When Scottish author George MacDonald titled his 1864 chapter book The Light Princess, he wasn't kidding. In the story, now a new musical at the Arden Theatre, a teenage royal is light on her feet and in her body. She's so light she floats.
She's also light in the head: Her emotional range spans bemused to giddy, and stops there. The story has fancy costumes, special effects, and actors who play instruments. In the cast are a witchy aunt, a befuddled king and queen, and a besotted boy.
All this makes for a light comedy with some deeper implications from the Old City company, known for turning classic children's tales into all-ages productions.
Prolific Philadelphia actor, lyricist, playwright, and storyteller Tony Lawton took a shine to the under-the-radar fairy tale, and then took on prolific composer, actor, music director, musician, and singer Alex Bechtel as a collaborator to set the story to music. Here, Bechtel and Lawton -- who also have parts in the show -- recall how the play came to be, why modern kids might love it, and how two grown men relate to a flouncy girl with a crown and a serious case of the giggles.
How did you fellows come across this princess story?
Lawton: I had adapted a few pieces by C.S. Lewis, who was heavily influenced by George MacDonald. I read a lot of things MacDonald wrote. The Light Princess, I thought, was the brightest piece.
What's the princess' deal?
Lawton: The protagonist can't stop laughing. I thought that would make a great tone for comedy. Then I found out, as we were working on it, the side effect of the curse that puts her in that condition of not being able to take anything seriously is she has no empathy.
Did it feel a bit odd, to be men writing for a young, giggly, selfish princess?

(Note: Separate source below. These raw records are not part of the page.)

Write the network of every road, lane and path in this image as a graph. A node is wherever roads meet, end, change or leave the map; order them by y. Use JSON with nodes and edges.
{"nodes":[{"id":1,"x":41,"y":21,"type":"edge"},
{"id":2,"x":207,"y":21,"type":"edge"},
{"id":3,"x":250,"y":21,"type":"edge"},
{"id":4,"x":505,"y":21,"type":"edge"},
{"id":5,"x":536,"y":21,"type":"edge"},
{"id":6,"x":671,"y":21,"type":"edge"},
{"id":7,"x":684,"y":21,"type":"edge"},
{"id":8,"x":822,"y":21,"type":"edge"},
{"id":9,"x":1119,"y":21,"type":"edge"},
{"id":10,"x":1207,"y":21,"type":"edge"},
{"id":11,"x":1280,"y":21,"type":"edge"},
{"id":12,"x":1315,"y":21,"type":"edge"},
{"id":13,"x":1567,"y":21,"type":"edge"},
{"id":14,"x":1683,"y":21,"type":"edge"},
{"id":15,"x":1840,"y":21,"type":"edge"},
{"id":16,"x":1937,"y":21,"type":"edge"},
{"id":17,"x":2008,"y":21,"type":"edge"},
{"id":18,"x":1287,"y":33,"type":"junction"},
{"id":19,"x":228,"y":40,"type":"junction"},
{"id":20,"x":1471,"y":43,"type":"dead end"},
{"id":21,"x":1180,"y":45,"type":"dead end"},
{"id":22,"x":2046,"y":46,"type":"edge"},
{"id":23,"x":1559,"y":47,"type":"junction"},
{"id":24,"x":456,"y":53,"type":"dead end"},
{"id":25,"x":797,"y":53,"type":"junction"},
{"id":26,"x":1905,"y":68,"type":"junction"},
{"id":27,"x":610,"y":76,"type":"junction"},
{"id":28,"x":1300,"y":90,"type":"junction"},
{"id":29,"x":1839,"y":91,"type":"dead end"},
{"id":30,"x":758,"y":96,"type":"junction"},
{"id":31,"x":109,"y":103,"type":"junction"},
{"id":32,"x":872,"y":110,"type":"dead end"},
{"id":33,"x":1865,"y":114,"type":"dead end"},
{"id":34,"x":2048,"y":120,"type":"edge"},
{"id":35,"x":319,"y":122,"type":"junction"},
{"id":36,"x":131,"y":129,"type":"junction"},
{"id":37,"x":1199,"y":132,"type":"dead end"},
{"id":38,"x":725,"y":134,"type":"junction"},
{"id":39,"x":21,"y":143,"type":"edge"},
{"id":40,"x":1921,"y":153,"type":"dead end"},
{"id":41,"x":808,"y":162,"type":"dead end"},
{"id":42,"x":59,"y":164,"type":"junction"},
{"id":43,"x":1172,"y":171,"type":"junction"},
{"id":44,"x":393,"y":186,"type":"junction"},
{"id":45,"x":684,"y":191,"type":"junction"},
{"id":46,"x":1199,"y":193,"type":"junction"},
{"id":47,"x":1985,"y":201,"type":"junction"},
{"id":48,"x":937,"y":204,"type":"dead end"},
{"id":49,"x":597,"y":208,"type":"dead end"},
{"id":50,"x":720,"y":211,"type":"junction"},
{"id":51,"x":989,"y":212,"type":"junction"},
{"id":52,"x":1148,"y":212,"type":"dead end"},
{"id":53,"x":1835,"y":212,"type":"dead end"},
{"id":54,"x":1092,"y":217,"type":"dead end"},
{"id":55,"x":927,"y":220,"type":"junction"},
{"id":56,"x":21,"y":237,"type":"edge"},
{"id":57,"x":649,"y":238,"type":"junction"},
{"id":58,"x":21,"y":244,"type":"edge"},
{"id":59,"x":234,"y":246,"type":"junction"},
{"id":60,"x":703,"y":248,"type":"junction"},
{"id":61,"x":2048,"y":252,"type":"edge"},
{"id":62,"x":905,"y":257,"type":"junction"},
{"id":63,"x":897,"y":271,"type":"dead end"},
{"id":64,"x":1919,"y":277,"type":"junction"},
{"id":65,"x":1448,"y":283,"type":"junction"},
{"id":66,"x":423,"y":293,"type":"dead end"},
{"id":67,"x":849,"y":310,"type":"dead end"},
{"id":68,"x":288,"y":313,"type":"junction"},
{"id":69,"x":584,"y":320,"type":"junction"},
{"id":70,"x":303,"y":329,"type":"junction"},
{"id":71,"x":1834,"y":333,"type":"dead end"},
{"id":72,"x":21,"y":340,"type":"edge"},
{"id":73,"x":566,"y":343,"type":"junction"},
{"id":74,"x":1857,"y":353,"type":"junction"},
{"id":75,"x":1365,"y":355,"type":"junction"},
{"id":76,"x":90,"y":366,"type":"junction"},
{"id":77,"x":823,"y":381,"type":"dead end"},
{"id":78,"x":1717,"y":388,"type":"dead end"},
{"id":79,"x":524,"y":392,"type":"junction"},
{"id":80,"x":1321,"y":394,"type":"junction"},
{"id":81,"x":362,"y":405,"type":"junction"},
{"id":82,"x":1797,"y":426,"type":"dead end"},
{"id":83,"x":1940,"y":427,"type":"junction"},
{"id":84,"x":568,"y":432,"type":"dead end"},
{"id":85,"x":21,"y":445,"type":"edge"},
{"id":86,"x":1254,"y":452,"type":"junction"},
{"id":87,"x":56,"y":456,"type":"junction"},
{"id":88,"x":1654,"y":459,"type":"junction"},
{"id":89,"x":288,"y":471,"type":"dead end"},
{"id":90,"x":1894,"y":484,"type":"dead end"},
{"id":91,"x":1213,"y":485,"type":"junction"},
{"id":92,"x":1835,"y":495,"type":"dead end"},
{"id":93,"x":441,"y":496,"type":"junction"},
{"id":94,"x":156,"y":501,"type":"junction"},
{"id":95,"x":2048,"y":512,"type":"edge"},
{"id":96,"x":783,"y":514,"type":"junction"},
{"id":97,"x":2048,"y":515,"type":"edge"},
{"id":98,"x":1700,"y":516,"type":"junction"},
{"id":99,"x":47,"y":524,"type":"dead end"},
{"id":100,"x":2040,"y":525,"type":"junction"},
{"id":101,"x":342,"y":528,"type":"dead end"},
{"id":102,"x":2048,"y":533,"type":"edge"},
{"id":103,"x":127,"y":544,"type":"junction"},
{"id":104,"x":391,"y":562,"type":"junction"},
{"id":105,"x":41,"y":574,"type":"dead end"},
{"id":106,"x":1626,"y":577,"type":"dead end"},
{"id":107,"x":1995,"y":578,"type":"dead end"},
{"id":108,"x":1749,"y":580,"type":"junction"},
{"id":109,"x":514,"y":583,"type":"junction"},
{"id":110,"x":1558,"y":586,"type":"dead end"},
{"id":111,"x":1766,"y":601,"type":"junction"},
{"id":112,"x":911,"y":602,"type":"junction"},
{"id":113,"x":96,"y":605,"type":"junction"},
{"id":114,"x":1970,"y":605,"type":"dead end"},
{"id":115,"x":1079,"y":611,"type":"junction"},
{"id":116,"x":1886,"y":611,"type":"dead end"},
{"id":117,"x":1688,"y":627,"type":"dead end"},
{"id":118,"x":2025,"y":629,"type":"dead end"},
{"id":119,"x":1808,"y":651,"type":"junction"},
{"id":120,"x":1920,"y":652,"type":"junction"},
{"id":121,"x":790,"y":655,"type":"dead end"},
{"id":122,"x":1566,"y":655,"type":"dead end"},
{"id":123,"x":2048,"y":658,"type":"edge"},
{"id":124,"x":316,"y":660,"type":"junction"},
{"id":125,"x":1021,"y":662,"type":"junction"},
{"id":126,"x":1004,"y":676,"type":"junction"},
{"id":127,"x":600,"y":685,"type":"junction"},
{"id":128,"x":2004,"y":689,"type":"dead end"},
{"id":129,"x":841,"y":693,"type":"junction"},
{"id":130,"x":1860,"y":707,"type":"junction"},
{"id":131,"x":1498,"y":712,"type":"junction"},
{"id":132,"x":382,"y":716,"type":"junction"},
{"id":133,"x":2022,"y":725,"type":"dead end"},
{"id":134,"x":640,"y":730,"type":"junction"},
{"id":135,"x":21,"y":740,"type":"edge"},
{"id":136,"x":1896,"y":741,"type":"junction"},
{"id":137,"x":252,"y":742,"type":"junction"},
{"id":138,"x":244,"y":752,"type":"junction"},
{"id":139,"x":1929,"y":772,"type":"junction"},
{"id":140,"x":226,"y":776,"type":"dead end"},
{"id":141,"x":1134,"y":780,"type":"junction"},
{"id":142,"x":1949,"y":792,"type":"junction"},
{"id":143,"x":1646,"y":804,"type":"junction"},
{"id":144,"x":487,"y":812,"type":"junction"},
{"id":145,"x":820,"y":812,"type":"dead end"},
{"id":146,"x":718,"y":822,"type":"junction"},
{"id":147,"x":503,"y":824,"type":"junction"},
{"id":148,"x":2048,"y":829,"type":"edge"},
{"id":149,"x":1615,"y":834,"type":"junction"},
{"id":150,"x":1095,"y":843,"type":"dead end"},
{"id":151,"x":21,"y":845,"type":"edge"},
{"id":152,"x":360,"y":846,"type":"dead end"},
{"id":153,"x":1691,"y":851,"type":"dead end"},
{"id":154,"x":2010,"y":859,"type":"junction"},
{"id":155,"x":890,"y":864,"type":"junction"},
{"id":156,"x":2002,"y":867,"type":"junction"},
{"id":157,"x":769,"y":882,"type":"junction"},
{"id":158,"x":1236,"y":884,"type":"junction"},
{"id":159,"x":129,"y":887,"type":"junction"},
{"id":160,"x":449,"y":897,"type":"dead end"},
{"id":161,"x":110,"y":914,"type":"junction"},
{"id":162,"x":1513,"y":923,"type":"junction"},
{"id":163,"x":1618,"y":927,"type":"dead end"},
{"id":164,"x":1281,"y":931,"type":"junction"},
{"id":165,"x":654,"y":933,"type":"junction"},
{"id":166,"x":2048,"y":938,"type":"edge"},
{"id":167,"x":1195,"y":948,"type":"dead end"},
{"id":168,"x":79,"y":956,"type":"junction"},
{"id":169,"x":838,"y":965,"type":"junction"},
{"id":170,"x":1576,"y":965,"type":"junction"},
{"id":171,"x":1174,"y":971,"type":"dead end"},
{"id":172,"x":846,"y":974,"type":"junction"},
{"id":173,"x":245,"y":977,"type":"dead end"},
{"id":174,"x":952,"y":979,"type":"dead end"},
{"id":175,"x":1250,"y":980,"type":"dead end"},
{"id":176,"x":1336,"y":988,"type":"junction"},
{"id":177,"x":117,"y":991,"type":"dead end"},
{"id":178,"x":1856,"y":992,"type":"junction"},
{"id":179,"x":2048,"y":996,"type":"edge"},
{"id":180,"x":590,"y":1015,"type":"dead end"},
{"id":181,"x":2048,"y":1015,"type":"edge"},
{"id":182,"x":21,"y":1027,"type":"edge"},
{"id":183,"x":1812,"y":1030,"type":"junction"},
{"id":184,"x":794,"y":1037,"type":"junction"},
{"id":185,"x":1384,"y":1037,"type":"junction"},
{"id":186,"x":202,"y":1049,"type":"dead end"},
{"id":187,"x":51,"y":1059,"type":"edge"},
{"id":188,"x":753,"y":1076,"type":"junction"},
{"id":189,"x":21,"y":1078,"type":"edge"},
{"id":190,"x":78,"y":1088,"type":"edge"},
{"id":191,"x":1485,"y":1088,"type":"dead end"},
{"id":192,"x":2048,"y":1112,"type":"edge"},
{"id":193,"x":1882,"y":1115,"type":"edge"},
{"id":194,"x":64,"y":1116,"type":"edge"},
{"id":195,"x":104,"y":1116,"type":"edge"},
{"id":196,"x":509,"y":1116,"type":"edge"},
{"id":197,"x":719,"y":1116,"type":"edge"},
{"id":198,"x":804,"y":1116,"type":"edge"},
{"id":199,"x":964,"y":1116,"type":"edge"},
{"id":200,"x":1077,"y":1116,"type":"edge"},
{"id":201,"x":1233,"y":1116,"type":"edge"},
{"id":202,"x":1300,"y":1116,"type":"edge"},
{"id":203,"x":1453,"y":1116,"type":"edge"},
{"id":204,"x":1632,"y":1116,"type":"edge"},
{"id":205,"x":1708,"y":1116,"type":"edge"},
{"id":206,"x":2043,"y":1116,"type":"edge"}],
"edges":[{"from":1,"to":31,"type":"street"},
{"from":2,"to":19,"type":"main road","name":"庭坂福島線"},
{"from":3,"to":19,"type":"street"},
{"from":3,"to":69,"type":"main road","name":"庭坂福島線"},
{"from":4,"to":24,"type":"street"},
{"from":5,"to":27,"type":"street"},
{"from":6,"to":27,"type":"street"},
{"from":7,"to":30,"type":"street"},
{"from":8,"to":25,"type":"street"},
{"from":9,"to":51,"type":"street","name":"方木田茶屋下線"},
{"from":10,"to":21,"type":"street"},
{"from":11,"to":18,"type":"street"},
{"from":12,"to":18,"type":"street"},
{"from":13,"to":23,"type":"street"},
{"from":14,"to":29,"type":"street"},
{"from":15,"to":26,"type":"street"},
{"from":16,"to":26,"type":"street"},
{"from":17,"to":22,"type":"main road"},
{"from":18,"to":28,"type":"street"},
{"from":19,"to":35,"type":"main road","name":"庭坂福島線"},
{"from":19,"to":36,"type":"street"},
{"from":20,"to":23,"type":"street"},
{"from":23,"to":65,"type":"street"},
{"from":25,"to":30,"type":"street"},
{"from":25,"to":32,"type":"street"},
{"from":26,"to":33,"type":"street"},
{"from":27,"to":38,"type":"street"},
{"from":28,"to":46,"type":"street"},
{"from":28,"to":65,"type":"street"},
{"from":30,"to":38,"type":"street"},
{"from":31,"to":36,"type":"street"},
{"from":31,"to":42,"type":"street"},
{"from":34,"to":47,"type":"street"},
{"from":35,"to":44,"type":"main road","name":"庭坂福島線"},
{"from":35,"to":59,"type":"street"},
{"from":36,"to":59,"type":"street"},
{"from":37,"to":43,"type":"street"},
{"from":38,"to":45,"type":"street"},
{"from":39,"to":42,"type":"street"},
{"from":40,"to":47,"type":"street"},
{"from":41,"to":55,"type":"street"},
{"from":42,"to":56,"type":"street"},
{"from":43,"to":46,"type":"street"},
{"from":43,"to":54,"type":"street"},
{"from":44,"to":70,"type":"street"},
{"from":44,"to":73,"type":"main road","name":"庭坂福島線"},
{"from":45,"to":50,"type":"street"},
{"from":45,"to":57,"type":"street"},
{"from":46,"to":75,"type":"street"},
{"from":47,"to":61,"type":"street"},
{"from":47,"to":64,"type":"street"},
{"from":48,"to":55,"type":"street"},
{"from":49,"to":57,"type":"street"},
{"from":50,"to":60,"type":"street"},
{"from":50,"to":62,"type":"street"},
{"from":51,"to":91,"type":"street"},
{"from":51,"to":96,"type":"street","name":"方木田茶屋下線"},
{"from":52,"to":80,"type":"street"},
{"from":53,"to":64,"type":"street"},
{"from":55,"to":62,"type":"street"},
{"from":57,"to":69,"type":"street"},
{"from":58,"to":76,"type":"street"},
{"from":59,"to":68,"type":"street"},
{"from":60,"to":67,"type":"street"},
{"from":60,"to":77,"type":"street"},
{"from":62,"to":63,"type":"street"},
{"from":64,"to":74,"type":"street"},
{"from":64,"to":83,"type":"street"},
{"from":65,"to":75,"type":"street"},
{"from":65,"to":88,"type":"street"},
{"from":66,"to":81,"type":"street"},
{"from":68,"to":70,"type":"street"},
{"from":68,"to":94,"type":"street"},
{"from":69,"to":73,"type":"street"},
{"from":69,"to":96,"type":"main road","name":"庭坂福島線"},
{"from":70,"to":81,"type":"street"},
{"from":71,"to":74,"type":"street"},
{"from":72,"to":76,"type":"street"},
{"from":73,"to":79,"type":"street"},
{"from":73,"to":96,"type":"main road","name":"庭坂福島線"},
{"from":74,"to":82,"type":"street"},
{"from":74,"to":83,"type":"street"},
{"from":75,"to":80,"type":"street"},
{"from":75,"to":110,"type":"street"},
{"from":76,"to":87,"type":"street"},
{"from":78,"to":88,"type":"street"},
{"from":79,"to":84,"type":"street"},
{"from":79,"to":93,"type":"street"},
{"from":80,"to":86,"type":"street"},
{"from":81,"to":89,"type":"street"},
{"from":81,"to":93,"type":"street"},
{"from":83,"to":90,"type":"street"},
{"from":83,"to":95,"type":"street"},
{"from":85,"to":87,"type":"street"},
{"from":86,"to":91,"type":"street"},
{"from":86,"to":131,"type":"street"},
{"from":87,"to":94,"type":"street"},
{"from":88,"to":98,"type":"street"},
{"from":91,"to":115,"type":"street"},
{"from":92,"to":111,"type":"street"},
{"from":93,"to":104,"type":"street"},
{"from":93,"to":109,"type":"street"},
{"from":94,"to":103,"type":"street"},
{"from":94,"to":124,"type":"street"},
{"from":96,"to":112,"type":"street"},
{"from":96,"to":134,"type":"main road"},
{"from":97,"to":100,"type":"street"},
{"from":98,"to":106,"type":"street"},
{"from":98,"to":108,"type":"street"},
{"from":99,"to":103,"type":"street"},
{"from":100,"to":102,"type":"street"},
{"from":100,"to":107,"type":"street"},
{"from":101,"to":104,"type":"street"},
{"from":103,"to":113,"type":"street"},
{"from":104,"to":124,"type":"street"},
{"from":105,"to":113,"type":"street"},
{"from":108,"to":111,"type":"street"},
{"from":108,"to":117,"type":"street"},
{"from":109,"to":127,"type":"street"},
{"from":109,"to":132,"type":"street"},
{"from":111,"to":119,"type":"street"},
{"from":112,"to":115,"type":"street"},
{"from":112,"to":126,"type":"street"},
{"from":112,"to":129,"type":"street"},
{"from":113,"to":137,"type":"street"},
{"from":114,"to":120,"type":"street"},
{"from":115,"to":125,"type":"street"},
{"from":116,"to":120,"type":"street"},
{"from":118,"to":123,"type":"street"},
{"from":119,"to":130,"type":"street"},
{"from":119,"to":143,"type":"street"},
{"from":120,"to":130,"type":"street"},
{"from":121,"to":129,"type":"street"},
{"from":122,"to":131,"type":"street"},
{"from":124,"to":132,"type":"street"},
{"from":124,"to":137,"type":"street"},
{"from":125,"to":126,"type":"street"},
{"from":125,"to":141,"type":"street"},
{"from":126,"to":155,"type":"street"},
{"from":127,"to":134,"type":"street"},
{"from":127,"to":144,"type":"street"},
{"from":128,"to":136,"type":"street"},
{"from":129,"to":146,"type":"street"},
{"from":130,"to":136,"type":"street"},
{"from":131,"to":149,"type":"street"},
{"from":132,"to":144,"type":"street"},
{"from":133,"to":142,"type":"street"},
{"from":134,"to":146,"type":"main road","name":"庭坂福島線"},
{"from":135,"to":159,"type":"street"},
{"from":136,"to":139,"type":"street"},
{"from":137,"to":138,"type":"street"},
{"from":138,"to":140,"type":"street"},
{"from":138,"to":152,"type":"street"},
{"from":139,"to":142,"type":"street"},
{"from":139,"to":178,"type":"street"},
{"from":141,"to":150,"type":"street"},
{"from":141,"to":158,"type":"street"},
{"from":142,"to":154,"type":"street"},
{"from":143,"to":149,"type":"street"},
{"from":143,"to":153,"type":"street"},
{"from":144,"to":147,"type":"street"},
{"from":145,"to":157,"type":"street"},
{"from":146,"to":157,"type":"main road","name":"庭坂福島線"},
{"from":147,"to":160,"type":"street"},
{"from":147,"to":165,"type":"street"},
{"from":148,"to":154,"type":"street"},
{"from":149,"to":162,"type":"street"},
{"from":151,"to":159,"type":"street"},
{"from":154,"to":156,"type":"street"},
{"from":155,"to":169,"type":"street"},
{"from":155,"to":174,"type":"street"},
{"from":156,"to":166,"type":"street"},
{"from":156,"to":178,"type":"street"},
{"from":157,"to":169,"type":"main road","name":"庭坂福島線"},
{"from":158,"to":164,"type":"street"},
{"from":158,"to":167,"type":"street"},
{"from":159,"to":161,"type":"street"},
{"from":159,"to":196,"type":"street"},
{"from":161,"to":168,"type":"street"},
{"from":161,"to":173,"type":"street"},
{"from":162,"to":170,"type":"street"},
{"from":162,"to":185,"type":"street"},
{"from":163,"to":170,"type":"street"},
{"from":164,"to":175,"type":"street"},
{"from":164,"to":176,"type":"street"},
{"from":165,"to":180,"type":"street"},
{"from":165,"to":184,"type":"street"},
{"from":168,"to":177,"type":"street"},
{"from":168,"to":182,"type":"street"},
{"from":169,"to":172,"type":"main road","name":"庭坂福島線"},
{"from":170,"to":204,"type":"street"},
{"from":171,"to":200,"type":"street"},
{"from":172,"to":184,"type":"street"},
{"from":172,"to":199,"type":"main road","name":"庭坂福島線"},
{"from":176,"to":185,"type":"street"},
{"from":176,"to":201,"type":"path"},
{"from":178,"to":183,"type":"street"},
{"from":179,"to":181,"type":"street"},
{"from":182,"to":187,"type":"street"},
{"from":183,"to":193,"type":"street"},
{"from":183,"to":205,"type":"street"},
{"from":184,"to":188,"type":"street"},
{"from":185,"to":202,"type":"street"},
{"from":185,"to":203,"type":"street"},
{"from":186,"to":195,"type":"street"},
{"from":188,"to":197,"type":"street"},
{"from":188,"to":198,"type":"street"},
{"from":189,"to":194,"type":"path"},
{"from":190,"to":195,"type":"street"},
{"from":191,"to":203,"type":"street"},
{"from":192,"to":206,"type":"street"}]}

Lawton: No. The problem the princess has is a problem that applies to both sexes. It's the problem of empathy, of self-absorption. The essence of growing up, of becoming fully human, is to learn empathy, to value other people beside yourself. That, to me, is the heart of the story.
The book your musical is based on is 150 years old.
Bechtel: There's never a bad time to tell a story that encourages empathy.
And the actors play instruments and sing?
Bechtel: There is no orchestra for the piece. The actors are the orchestra. I play piano and accompany myself when I'm acting as the evil witch. The actor who plays the king plays the piano. The actor who plays the queen plays the guitar.
I'm proud of the balance of songs that are bouncy and funny and up-tempo, and sonnets that are more introspective and ballad-driven. I'm very excited to see how an audience of all ages interacts with that aspect. I'm not sure if most kids have seen that sort of thing before.
There's also a great deal of onstage sound effects being performed that are very exciting.
The Arden is also known for artful special effects.
Lawton: There's a great deal of stagecraft and magic in the production.
Bechtel: We have characters that swim in a lake with water that rises. We have a baby who flies with a pulley system, and clouds that move in and pull around the princess.
What about those all-important lessons that seem to pervade everything made for kids these days?
Lawton: That's where the empathy comes in. Kids growing up now have a little more danger of isolating themselves with electronics, of falling behind in the development of their social skills.
Bechtel: I spend a lot of time making plays with live music played by people in full view of the audience. It's something I care a lot about as a theater artist. I believe it's absolutely a reaction to the ubiquitous technological takeover of our culture. How gratified I feel, how connected I feel, to a theatrical event where I can see the artists doing their work for me in the same room.
Any chance the princess' giggling problem is contagious?
Lawton: That would be a good problem to have. I hope we have that problem.